Umgeni basket-legged spider
- Conservation status: Vulnerable (SANBI Red List)

Scientific classification
- Kingdom: Animalia
- Phylum: Arthropoda
- Subphylum: Chelicerata
- Class: Arachnida
- Order: Araneae
- Infraorder: Araneomorphae
- Family: Corinnidae
- Genus: Hortipes
- Species: H. atalante
- Binomial name: Hortipes atalante Bosselaers & Jocqué, 2000

= Hortipes atalante =

- Authority: Bosselaers & Jocqué, 2000
- Conservation status: VU

Species of spider

Hortipes atalante is a species of spider in the family Corinnidae. It is endemic to South Africa and is commonly known as the Umgeni basket-legged spider.

==Distribution==
Hortipes atalante is endemic to KwaZulu-Natal province in South Africa.

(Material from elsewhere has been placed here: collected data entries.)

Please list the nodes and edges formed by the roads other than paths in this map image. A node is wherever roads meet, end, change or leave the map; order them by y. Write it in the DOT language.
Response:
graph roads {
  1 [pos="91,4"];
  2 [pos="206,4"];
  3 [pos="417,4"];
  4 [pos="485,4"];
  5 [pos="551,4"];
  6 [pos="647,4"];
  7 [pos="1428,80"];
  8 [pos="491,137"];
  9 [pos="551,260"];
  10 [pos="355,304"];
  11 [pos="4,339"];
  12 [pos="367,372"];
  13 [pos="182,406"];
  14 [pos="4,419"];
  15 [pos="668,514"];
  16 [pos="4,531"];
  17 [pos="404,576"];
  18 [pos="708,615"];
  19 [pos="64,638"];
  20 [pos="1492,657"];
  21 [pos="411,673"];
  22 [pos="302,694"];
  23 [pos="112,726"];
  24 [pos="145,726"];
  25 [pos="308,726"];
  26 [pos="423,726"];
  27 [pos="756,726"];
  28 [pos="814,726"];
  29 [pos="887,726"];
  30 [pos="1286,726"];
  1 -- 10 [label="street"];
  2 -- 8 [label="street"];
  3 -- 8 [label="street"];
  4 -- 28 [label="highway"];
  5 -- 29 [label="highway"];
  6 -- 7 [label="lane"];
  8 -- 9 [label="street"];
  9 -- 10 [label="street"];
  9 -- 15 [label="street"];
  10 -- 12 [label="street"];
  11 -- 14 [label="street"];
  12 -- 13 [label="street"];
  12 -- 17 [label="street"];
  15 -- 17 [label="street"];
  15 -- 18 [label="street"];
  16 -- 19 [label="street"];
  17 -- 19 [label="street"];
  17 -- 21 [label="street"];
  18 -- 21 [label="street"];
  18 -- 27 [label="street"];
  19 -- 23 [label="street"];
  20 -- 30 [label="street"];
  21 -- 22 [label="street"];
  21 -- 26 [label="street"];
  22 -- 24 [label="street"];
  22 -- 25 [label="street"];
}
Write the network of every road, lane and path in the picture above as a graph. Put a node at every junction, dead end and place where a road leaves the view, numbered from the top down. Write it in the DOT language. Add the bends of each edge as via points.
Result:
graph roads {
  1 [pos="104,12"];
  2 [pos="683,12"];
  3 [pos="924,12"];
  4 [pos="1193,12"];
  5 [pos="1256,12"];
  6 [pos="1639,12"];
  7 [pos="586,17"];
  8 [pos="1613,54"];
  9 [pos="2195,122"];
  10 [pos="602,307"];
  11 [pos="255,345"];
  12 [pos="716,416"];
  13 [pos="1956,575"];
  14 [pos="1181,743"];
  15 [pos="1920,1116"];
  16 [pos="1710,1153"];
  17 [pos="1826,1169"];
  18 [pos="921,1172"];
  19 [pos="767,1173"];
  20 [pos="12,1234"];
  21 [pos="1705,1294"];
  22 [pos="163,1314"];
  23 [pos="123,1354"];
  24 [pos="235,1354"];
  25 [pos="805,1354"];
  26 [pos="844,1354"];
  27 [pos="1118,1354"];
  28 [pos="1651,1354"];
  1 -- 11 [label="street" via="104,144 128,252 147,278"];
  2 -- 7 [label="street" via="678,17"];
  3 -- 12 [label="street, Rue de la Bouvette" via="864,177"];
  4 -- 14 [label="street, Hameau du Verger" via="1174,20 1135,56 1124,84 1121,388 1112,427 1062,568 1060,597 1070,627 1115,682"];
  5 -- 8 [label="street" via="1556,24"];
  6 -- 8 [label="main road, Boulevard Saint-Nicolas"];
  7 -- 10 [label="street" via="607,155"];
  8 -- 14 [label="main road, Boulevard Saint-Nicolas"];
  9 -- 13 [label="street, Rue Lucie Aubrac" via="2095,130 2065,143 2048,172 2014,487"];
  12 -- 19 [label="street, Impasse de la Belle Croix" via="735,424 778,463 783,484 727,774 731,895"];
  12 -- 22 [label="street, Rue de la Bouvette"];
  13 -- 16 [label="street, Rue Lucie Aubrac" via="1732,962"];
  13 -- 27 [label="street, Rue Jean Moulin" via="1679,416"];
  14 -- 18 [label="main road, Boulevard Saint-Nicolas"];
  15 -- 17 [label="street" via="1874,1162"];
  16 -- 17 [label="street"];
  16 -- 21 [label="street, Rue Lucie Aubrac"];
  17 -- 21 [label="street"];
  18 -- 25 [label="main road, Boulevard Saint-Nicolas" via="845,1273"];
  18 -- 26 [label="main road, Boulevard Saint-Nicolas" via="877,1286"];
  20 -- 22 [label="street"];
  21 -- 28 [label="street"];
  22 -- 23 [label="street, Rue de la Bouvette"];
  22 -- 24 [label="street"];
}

It has been recorded from Ithala Game Reserve, Krantzkloof Nature Reserve, and Umgeni Valley Nature Reserve.

==Habitat and ecology==
The species inhabits the Savanna biome at altitudes ranging from 475 to 1,243 m above sea level. These small free-running spiders are found in humus under bushes along river banks.

==Description==

Hortipes atalante is known only from females.

==Conservation==
Hortipes atalante is listed as Vulnerable by the South African National Biodiversity Institute due to its small distribution range. The species is protected in three protected areas, and more sampling is needed to collect males and determine the full extent of its range.